L For Leisure is either a bad grad-school comedy or a really dry spoof of one

Is L For Leisure just a clumsy Whit Stillman imitation, a bunch of amateur actors trying and failing to satirize pretentious academia? Or is it something stranger entirely—a kind of spoof of that very genre, stilted and artificial on purpose? The second theory sounds awfully convenient, like Tommy Wiseau selling The Room as an intentional laugh riot. Even still, there’s a good case to be made that Whitney Horn and Lev Kalman, the filmmakers behind this micro-budget comedy, have their tongues planted firmly in cheek. The first sign, perhaps, that L For Leisure isn’t the usual easy slam on spoiled rich kids: At a fancy outdoor café, one of said kids orders a Snapple to go with his glass of wine. No one did that in Metropolitan.

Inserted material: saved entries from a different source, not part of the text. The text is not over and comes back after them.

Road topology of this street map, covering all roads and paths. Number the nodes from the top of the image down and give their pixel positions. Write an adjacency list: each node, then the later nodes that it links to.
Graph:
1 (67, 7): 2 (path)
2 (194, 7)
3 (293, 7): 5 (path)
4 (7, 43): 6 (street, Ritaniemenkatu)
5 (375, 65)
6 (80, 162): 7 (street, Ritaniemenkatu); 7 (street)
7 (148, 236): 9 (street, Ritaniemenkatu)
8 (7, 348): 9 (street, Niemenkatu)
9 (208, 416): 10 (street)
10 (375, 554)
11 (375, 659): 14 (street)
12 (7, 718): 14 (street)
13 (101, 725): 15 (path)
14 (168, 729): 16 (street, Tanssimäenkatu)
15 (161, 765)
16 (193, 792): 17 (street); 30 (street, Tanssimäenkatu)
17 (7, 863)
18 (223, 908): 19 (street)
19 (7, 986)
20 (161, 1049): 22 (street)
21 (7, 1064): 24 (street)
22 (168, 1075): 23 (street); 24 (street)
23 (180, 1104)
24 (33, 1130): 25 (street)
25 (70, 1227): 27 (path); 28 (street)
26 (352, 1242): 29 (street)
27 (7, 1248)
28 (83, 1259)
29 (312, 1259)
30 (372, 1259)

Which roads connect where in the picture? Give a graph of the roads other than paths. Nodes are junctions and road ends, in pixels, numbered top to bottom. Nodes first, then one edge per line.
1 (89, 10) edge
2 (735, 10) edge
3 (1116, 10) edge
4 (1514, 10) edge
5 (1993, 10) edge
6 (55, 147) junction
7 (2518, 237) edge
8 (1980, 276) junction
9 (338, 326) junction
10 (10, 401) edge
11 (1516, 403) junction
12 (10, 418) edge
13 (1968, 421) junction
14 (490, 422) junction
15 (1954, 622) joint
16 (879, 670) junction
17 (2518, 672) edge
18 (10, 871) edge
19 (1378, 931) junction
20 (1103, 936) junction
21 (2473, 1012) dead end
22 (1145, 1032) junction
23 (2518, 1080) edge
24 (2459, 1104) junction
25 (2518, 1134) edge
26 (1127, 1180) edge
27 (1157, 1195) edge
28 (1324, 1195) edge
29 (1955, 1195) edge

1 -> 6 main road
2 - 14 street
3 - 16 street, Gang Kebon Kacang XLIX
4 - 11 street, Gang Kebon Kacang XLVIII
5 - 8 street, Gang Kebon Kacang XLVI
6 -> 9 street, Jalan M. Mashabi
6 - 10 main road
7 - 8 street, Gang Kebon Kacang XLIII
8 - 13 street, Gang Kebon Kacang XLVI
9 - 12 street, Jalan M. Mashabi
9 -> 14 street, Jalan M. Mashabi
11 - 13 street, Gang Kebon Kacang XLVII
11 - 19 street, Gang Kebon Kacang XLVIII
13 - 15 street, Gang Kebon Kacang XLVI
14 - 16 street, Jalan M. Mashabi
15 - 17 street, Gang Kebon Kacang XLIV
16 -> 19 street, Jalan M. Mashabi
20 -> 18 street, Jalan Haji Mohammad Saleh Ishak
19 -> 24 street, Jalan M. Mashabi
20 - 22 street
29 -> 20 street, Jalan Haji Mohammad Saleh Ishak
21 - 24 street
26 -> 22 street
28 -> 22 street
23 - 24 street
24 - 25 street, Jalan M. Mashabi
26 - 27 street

Set over the 1992-’93 academic year, the film follows an extended clique of basically interchangeable graduate students as they embark on one holiday after another, hopping around the country and then the world. These vacations—announced via date and location stamps, scrawled across the screen in Cruis’n USA cursive—are just an excuse for the film’s cast of characters to lounge around and have “highbrow” conversations, ranging in topic from the Rodney King riots to the existence of multiple realities to the psychoactive qualities of nutmeg. (“I’m so mellow” becomes a kind of group motto, repeated enough times to qualify as a running joke.) There’s no plot to speak of, just a lot of non-professional actors delivering increasingly absurdist dialogue. Some of them are more non-professional than others; intentionally or not, their flat, unaffected line readings work as an ironic distancing device. The quotation marks are in quotation marks.

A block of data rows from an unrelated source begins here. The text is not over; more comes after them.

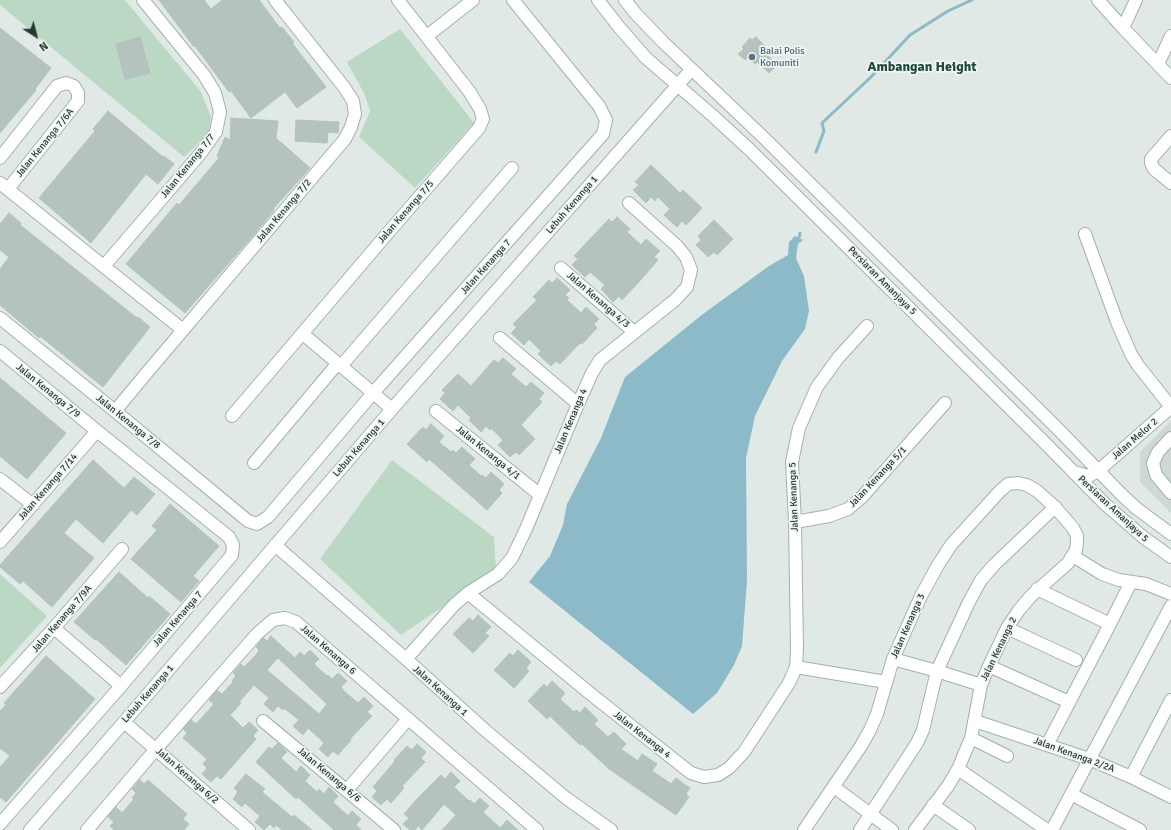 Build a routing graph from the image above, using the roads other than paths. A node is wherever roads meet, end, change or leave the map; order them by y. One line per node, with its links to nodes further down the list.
1 (143, 0): 24 (street, Jalan Kenanga 7/7)
2 (275, 0): 28 (street, Jalan Kenanga 7/2)
3 (398, 0): 11 (street, Jalan Kenanga 7/5)
4 (473, 0): 11 (street)
5 (513, 0): 34 (street, Jalan Kenanga 7)
6 (598, 0): 16 (street, Persiaran Amanjaya 5)
7 (625, 0): 14 (street, Persiaran Amanjaya 5)
8 (1098, 0): 10 (street)
9 (1136, 0): 10 (street)
10 (1123, 28): 13 (street)
11 (427, 36): 30 (street, Jalan Kenanga 7/5)
12 (1171, 36): 13 (street)
13 (1158, 64): 15 (street)
14 (691, 70): 16 (street, Lebuh Kenanga 1); 46 (street, Persiaran Amanjaya 5)
15 (1171, 78)
16 (677, 85): 38 (street, Lebuh Kenanga 1); 45 (street, Persiaran Amanjaya 5)
17 (1171, 136): 20 (street)
18 (0, 158): 21 (street, Jalan Kenanga 7/6A)
19 (512, 168): 33 (street)
20 (1171, 183)
21 (4, 186): 24 (street)
22 (630, 203): 29 (street, Jalan Kenanga 4)
23 (1084, 234): 37 (street)
24 (104, 266): 28 (street)
25 (561, 268): 29 (street, Jalan Kenanga 4/3)
26 (0, 318): 39 (street, Jalan Kenanga 7/8)
27 (867, 326): 53 (street, Jalan Kenanga 5)
28 (183, 330): 39 (street, Jalan Kenanga 7/2)
29 (634, 332): 36 (street, Jalan Kenanga 4)
30 (303, 334): 33 (street); 41 (street, Jalan Kenanga 7/5)
31 (500, 338): 36 (street)
32 (0, 351): 42 (street, Jalan Kenanga 7/9)
33 (339, 365): 34 (street); 44 (street)
34 (373, 393): 38 (street); 54 (street, Jalan Kenanga 7)
35 (945, 403): 53 (street, Jalan Kenanga 5/1)
36 (578, 404): 49 (street, Jalan Kenanga 4)
37 (1171, 407): 46 (street, Jalan Melor 2)
38 (392, 409): 57 (street, Lebuh Kenanga 1)
39 (115, 411): 54 (street, Jalan Kenanga 7/8)
40 (436, 411): 49 (street, Jalan Kenanga 4/1)
41 (232, 416)
42 (97, 431): 51 (street, Jalan Kenanga 7/14); 77 (street, Jalan Kenanga 7)
43 (1171, 438): 48 (street)
44 (254, 462)
45 (1072, 471): 46 (street); 50 (street, Persiaran Amanjaya 5)
46 (1098, 471): 50 (street); 55 (street, Persiaran Amanjaya 5)
47 (0, 479): 51 (street)
48 (1171, 493)
49 (540, 494): 63 (street, Jalan Kenanga 4)
50 (1105, 504): 60 (street, Persiaran Amanjaya 5)
51 (33, 505): 56 (street, Jalan Kenanga 7/14)
52 (1055, 507): 59 (street); 69 (street, Jalan Kenanga 3); 74 (street)
53 (795, 522): 73 (street, Jalan Kenanga 5)
54 (257, 524)
55 (1171, 534)
56 (0, 542)
57 (275, 545): 70 (street, Jalan Kenanga 1); 84 (street, Lebuh Kenanga 1)
58 (122, 549): 67 (street, Jalan Kenanga 7/9A)
59 (1073, 556): 61 (street); 62 (street, Jalan Kenanga 2)
60 (1171, 558)
61 (1131, 582): 64 (street); 66 (street)
62 (1037, 589): 66 (street); 68 (street, Jalan Kenanga 2)
63 (468, 593): 70 (street, Jalan Kenanga 4); 73 (street, Jalan Kenanga 4)
64 (1171, 594)
65 (1171, 606): 89 (street)
66 (1110, 624): 80 (street)
67 (54, 628): 77 (street); 78 (street, Jalan Kenanga 7/9A)
68 (1007, 628): 71 (street); 72 (street, Jalan Kenanga 2)
69 (893, 659): 74 (street); 75 (street, Jalan Kenanga 3)
70 (406, 660): 104 (street, Jalan Kenanga 1)
71 (1076, 660)
72 (989, 666): 76 (street, Jalan Kenanga 2); 80 (street)
73 (796, 667): 75 (street)
74 (937, 671): 76 (street); 97 (street)
75 (886, 682): 92 (street, Jalan Kenanga 3)
76 (982, 685): 83 (street, Jalan Kenanga 2)
77 (121, 686): 98 (street, Jalan Kenanga 7)
78 (0, 687)
79 (1171, 700): 91 (street)
80 (1069, 702): 86 (street)
81 (408, 719): 87 (street, Jalan Kenanga 6); 93 (street); 103 (street, Jalan Kenanga 6)
82 (263, 720): 93 (street, Jalan Kenanga 6/6)
83 (975, 721): 85 (street, Jalan Kenanga 2); 86 (street, Jalan Kenanga 2/2A)
84 (124, 722): 87 (street, Jalan Kenanga 6/2); 99 (street, Lebuh Kenanga 1)
85 (971, 738): 88 (street); 90 (street, Jalan Kenanga 2)
86 (1047, 744): 89 (street, Jalan Kenanga 2/2A)
87 (156, 749): 100 (street, Jalan Kenanga 6); 101 (street, Jalan Kenanga 6/2)
88 (1006, 756)
89 (1089, 758): 91 (street, Jalan Kenanga 2/2A); 94 (street)
90 (958, 769): 96 (street, Jalan Kenanga 2); 110 (street)
91 (1131, 777): 95 (street, Jalan Kenanga 2/2A)
92 (834, 787): 97 (street); 105 (street, Jalan Kenanga 3)
93 (347, 790): 102 (street, Jalan Kenanga 6/6)
94 (1071, 794): 111 (street); 112 (street)
95 (1171, 797)
96 (933, 805): 108 (street, Jalan Kenanga 2); 109 (street)
97 (871, 814): 106 (street); 107 (street)
98 (0, 824)
99 (30, 830)
100 (87, 830)
101 (249, 830)
102 (394, 830)
103 (537, 830)
104 (611, 830)
105 (804, 830)
106 (860, 830)
107 (892, 830)
108 (915, 830)
109 (969, 830)
110 (1047, 830)
111 (1052, 830)
112 (1140, 830)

Meditative solo outings into the wilderness occasionally interrupt the group hangout sessions, as when one character (an odd word, given the hive-mind personality of these cloistered twentysomethings) unsuccessfully attempts to convene with tree spirits for her thesis project. Horn and Kalman shoot on 16 mm, and every outdoor scene gains a summery glow. They’ve also commissioned an absolutely perfect retro soundtrack by John Atkinson, whose dreamy arcade synth-pop places the action in the intended timeframe. The ’90s signifiers—an oversized Michael Jordan jersey; fliers announcing an “AIDS dance”; a long close-up of someone reading Al Gore’s Earth In The Balance—are so overt as to seem parodic. When two of the kids stop their one-on-one basketball game cold to sing Mariah Carey’s “Always Be My Baby,” it’s neither sarcastic nor sincere, just kind of robotic. Is the whole movie an elaborate goof on the idea of decade nostalgia?

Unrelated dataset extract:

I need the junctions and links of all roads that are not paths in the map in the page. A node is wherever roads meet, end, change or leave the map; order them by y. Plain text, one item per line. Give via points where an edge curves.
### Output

At certain point, whether all of this is purposefully awkward becomes almost irrelevant: The non sequitur vignettes are often hilarious either way, and the film gains an oddly agreeable rhythm, especially during a nocturnal passage in which a couple of the guys make a lame attempt to seduce some high school girls. (That this scenario isn’t half as creepy as the Larry Clark-Harmony Korine movie it sounds like is probably another bonus side effect of the movie’s vague unreality—the sense that none of what we’re watching is meant to be taken strictly at face value.) L For Leisure only breaks its singular good-bad spell when it flirts with actual earnestness: Late scenes of the group’s resident wakeboard philosopher waxing rhapsodic threaten to topple the film into standard navel-gazing territory, where its glaring issues of performance look less deliberate. Without the wink to let us know there’s a joke to be in on, bad acting is just bad acting.